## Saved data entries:
::::::::
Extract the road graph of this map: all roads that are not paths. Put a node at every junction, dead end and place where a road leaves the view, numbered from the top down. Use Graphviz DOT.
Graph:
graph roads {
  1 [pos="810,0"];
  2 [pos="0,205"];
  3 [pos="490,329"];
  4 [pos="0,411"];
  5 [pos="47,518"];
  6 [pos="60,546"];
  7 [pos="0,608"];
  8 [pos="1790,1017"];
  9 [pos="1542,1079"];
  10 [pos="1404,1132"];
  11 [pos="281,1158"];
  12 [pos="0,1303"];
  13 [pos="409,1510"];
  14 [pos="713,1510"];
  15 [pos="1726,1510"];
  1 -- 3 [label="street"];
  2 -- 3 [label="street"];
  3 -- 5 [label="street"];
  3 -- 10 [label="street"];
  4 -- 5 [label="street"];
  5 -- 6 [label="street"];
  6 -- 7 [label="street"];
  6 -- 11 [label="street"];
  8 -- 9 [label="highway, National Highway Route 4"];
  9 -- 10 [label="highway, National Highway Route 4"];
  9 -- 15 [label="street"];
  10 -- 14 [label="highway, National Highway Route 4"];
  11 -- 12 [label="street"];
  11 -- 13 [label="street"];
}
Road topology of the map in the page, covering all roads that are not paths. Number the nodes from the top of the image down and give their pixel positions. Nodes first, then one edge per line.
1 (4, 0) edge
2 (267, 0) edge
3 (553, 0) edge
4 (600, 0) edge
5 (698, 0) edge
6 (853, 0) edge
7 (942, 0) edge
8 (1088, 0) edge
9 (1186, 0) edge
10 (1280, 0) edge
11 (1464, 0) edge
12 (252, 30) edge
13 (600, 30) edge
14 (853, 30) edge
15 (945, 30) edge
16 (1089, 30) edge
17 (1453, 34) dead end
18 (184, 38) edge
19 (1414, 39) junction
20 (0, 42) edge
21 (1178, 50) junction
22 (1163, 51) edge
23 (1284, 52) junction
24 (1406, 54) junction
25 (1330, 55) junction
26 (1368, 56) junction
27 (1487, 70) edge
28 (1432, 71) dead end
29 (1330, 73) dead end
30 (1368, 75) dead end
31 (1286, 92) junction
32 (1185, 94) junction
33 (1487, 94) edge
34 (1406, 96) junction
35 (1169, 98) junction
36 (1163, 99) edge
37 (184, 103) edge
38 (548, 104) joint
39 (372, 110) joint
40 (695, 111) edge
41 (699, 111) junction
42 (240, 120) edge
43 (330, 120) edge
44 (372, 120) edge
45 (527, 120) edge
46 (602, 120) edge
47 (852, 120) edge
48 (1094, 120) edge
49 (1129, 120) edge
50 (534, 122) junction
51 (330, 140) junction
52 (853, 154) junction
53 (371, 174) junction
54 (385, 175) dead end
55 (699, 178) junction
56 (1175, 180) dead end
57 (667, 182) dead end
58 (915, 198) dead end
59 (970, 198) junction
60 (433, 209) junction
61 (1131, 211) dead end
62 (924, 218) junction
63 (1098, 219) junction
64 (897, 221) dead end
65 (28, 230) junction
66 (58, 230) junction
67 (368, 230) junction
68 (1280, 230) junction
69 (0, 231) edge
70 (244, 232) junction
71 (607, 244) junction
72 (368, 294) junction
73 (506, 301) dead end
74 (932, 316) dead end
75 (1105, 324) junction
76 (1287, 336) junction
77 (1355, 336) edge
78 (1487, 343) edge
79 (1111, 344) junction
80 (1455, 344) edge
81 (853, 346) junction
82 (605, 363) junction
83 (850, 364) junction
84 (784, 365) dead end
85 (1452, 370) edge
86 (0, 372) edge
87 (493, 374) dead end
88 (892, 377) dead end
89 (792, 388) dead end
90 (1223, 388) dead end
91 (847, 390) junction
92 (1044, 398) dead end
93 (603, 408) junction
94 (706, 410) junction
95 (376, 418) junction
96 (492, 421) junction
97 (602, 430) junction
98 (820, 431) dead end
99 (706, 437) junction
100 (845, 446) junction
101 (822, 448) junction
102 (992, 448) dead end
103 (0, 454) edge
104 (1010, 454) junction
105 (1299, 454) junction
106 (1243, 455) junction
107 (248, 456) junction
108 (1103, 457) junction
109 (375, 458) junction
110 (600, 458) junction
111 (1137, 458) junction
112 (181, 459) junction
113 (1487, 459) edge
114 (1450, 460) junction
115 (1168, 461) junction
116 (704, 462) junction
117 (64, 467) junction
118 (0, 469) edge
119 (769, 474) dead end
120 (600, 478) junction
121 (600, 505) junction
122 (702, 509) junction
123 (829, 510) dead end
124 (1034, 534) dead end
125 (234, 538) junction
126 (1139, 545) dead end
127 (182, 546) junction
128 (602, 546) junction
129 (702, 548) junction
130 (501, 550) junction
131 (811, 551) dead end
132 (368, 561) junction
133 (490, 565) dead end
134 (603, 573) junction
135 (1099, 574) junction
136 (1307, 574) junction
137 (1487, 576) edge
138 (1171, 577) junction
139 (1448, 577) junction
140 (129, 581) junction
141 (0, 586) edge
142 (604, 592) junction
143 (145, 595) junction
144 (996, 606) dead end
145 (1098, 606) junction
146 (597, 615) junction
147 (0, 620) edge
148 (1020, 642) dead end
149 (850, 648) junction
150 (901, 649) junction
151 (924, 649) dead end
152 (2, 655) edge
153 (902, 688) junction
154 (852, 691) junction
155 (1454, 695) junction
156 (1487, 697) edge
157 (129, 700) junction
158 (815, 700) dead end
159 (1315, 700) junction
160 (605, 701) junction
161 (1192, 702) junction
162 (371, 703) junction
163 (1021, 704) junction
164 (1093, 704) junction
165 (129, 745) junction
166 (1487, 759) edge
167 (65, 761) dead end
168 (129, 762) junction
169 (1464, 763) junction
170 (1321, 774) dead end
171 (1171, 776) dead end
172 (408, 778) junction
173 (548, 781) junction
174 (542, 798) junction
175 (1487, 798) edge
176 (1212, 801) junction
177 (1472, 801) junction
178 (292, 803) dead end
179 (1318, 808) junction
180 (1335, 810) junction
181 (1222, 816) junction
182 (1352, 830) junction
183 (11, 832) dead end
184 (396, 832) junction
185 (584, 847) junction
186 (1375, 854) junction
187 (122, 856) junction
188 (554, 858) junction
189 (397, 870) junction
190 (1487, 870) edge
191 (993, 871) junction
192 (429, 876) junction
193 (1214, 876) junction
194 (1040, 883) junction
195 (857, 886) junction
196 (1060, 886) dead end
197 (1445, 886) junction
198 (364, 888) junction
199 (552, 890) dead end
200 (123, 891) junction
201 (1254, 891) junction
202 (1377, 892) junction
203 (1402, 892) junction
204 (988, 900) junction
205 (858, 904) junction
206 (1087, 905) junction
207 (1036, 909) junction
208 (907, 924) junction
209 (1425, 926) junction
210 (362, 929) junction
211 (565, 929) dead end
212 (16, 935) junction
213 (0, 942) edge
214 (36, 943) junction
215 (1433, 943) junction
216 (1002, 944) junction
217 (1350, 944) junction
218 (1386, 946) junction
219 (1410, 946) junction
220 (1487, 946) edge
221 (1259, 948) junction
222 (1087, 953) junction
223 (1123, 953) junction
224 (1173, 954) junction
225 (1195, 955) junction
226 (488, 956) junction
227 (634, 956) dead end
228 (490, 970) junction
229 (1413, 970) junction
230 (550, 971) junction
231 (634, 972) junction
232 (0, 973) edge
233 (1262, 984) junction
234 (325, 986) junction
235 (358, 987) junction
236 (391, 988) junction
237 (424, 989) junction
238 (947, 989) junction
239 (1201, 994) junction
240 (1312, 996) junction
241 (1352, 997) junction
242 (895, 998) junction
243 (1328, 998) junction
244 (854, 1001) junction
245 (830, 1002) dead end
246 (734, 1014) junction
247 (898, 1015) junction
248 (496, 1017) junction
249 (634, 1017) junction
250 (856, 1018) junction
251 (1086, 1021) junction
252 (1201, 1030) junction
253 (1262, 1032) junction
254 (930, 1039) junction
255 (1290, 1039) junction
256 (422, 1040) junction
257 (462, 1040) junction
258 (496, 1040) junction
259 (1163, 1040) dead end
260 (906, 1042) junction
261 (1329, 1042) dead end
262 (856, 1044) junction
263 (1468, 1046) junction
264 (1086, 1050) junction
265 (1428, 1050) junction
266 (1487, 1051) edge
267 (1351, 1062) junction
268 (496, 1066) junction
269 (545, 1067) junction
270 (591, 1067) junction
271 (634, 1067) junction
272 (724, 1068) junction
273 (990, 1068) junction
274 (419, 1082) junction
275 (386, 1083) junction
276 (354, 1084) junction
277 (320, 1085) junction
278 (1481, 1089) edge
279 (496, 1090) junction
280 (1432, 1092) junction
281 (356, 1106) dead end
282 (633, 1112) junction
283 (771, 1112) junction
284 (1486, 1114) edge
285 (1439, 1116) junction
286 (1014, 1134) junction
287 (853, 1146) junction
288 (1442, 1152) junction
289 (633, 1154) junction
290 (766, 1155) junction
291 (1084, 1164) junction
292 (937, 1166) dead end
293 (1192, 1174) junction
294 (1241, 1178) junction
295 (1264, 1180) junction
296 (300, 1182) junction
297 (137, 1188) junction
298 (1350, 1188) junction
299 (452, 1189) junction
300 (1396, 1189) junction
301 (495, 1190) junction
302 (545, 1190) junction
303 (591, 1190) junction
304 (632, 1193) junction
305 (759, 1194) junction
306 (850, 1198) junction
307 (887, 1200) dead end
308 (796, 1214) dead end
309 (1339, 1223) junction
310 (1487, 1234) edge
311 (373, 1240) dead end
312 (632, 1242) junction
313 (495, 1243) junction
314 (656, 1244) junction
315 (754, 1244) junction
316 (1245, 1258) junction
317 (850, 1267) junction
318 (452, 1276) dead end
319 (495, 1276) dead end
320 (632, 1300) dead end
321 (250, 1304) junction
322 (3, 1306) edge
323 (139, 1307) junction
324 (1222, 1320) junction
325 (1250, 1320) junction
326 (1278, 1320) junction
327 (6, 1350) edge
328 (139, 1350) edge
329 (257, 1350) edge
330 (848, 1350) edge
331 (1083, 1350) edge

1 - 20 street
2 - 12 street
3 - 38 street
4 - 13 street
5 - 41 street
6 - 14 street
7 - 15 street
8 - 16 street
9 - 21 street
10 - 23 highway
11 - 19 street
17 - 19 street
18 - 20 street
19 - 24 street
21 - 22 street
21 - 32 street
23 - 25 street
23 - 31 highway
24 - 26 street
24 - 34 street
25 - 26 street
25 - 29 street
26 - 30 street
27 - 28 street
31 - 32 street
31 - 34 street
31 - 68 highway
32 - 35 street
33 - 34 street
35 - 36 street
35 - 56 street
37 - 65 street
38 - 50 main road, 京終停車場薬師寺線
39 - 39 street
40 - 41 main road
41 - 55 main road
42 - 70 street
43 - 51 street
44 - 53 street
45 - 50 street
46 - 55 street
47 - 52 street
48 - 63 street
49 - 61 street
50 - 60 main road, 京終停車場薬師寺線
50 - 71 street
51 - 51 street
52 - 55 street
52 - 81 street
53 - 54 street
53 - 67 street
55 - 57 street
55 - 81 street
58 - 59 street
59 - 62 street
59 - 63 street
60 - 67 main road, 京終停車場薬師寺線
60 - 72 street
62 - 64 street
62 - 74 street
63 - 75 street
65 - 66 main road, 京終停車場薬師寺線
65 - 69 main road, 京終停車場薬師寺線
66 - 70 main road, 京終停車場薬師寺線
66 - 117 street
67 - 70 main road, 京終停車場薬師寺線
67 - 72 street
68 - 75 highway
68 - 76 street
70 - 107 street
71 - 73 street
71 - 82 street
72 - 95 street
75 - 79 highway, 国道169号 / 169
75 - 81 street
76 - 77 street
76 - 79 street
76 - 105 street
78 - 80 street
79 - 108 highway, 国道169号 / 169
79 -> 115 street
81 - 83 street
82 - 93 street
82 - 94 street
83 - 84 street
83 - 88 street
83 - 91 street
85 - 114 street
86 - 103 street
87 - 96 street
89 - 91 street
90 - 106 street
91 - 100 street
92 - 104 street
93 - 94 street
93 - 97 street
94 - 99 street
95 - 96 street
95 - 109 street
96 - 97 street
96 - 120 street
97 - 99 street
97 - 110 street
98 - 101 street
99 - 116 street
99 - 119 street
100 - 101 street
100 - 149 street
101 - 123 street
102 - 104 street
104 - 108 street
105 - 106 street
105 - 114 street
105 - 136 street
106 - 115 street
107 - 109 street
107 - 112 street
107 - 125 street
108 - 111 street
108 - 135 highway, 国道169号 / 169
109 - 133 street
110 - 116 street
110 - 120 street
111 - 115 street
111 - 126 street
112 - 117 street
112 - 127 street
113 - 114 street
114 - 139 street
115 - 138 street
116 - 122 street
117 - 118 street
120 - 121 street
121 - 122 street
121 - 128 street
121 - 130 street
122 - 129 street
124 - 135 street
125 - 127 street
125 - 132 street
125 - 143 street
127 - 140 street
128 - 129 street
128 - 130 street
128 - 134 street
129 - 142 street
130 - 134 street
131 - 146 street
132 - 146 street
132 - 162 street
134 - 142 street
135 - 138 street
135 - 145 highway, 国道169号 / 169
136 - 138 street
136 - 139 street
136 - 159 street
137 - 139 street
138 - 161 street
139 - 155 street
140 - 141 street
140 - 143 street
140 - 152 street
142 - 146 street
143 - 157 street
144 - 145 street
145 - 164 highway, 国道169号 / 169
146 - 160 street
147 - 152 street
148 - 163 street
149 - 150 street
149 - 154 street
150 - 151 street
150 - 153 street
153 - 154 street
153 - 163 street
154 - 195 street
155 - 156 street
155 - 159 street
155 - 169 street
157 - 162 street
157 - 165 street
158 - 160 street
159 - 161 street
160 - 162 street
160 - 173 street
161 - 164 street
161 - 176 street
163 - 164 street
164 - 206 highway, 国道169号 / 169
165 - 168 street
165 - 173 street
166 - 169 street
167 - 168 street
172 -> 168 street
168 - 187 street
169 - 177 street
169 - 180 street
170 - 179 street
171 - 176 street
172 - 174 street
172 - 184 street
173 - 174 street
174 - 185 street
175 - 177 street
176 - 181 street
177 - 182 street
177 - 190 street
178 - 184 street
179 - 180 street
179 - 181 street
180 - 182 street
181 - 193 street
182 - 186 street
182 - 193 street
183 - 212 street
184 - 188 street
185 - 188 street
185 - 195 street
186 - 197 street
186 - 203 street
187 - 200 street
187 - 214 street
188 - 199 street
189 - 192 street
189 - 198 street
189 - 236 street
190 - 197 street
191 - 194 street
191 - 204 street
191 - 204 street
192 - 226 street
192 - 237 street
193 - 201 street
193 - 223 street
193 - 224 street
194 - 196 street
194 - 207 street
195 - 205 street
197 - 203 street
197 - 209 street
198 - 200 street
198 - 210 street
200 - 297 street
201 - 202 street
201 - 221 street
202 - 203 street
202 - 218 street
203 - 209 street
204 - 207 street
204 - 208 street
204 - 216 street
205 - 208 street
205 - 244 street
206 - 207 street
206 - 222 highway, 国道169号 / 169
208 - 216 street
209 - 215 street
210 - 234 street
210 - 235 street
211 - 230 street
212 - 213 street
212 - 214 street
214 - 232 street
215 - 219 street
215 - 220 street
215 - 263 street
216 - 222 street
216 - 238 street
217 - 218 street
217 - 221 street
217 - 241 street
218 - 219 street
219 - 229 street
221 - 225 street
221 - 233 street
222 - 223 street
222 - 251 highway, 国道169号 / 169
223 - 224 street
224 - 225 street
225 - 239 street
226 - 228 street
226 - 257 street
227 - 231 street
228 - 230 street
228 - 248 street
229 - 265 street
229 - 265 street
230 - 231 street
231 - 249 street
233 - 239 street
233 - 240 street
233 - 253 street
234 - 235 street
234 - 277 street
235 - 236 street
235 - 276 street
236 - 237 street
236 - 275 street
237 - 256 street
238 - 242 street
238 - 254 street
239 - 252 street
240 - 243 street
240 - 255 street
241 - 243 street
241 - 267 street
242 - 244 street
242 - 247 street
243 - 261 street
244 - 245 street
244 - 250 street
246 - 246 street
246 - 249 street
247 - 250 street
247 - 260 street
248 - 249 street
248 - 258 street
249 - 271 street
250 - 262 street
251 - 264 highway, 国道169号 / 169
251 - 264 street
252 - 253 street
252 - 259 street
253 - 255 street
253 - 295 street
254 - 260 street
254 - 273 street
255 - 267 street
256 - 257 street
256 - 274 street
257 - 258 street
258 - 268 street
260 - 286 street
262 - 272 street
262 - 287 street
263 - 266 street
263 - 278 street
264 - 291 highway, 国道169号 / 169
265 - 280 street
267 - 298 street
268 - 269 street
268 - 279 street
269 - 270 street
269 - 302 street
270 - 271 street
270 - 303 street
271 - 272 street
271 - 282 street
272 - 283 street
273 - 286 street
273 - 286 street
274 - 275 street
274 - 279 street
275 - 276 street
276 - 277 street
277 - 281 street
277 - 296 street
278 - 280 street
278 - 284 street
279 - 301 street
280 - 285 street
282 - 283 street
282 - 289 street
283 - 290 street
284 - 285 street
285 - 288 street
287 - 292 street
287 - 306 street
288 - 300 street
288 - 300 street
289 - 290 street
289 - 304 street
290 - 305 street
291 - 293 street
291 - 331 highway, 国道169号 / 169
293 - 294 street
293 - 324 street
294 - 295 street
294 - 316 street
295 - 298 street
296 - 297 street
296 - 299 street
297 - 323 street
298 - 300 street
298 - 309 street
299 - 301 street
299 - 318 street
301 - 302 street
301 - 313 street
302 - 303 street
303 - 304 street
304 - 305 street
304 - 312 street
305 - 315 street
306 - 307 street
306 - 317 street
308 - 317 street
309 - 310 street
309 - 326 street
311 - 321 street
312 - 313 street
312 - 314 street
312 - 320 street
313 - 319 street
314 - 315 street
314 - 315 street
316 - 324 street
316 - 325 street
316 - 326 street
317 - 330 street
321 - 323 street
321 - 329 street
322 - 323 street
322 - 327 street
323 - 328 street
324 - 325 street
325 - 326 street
::::::::
## EXERCISE REQUIREMENTS:
Considering the records above, state how many lines contain the word "National", with nothing else in your reply.

## RESULT FOR THIS TASK:
3